The present invention generally relates to a technique for supporting a communication line in a tubing and/or for preventing migration of fluid and pressure along the tubing. The technique comprises systems and methods for installing electrical power cable or other types of communication line into tubing at a surface location. The tubing is used for deploying and suspending a well device, such as an electric submersible pumping system, in a well. The technique enables the use of, for example, a solid coiled tubing hangar by supporting the internal communication line against slippage.

For the purpose of explanation, the methods and components described herein often relate to suspending an electric submersible pumping system on tubing within a wellbore. However, it should be understood that the tubing may comprise a variety of conduits, tubes or pipes, e.g. coiled tubing, jointed tubing and the like, used to suspend a variety of wellbore equipment in a wellbore. By way of example, pumping systems, logging tools, wireline tools, drilling tools, and other types of well devices can be deployed within a wellbore on the tubing. Additionally, a communication line is routed through the tubing and often comprises an electric power cable used in communicating power signals between a surface location and the downhole wellbore device. However, the communication line may comprise other types of communication lines, including a variety of cables, tubes, conduits, wires, optical lines, and other types of power and/or data communication lines.

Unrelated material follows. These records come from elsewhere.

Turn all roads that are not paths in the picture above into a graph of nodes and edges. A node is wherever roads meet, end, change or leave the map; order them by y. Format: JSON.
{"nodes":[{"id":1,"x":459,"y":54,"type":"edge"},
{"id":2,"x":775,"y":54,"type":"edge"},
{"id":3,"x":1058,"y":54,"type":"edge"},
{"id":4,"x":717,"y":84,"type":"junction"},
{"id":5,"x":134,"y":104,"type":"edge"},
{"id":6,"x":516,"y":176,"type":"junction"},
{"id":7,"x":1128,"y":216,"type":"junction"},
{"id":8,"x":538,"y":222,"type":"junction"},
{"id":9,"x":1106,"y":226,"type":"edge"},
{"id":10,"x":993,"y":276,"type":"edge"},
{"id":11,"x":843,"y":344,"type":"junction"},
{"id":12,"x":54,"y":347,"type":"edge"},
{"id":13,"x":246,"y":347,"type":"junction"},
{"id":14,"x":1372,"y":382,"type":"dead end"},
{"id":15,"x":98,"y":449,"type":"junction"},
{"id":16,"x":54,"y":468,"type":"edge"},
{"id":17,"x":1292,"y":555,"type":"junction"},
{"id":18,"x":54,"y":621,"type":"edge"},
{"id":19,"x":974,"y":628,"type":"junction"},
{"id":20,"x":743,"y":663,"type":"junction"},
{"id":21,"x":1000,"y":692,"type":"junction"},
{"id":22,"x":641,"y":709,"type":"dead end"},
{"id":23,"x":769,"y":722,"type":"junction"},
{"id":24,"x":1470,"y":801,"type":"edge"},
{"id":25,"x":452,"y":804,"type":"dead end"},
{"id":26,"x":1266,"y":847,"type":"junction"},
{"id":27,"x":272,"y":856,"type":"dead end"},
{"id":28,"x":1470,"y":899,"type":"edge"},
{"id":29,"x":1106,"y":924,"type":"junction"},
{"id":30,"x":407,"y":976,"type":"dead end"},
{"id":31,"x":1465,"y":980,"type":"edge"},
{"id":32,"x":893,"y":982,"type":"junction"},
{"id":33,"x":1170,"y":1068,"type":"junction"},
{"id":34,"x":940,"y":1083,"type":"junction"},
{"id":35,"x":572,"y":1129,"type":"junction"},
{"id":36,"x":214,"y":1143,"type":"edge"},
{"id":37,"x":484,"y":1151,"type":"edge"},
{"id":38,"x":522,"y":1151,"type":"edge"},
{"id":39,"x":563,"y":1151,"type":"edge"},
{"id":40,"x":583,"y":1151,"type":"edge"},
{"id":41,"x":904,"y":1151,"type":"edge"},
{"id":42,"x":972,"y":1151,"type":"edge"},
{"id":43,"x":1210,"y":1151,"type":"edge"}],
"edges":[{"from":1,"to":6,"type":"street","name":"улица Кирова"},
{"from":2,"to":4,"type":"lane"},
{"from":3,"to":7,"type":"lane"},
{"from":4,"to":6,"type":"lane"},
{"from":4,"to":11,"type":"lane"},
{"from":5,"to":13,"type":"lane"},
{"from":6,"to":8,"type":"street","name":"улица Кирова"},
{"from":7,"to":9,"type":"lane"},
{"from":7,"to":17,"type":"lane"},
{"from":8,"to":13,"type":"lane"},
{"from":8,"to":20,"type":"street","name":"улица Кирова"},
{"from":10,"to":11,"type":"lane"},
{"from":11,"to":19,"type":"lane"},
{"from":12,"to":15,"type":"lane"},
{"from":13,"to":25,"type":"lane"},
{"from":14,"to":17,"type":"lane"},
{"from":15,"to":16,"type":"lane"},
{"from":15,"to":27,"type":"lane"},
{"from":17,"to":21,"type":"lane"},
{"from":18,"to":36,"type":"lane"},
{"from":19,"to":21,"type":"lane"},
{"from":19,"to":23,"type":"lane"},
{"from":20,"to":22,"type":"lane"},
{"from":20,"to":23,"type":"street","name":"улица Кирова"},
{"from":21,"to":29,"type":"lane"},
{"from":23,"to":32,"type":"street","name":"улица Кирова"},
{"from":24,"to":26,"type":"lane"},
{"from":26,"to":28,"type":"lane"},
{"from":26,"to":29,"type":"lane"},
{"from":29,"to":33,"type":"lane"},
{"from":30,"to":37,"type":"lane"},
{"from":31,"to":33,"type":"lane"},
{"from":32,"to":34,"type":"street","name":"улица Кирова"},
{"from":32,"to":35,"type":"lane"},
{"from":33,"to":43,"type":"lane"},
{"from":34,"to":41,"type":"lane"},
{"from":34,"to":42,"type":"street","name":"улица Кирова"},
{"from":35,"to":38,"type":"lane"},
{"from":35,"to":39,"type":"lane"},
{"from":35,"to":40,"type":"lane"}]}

The installation of an electric submersible pumping system or other well device in a wellbore with power cable inside a tubing poses a challenge of managing cable inside the tubing. The system and methodology described herein substantially eliminate slippage of the communication line by the presence of a void-filling material inside the tubing. The material fills the empty void between the communication line and the tubing. In some embodiments, the void-filling material is a reactive material that may be introduced into the tubing via, for example, pumping and allowed to change consistency, e.g. cure or set, thus removing space inside the tubing and preventing the communication line from slipping. Among other benefits, this enables the use of a solid tubing hangar able to prevent fluid flow into the wellhead.

The void-filling material also provides a pressure barrier in case of a leak within the tubing. Examples of suitable void-filling materials include a variety of reactive materials, such as liquid hydro-gel and hardfoam which is available under the trade name Bacel® from GroundSafe. In some embodiments, the void-filling material is hydrocarbon resistant or otherwise resistant to well contaminants that may leak into the tubing. A variety of foamable materials, gel materials and other reactive materials can be used to meet the requirements of a given working environment with respect to, for example, well temperature, pressure, presence of hydrogen sulfide, presence of carbon dioxide and other factors. Depending on the application, the material also can be selected to facilitate communication line, e.g. power cable, installation and introduction of the reactive material by a suitable procedure, such as pumping. In other applications, the reactive material may be selected so that the communication line can be completely or partially covered or wrapped in the material. By way of example, the communication line can be wrapped in a swellable material, e.g. a swellable hydro-gel material or a hydrocarbon swellable rubber that swells upon contact with a hydrocarbon agent. After installing the wrapped power cable inside the tubing, a reactive agent is introduced into the tubing to cause the swellable material to swell. This enables the swellable material to fill the gap between the communication line and the tubing, thereby limiting cable slippage and achieving a pressure barrier in the tubing.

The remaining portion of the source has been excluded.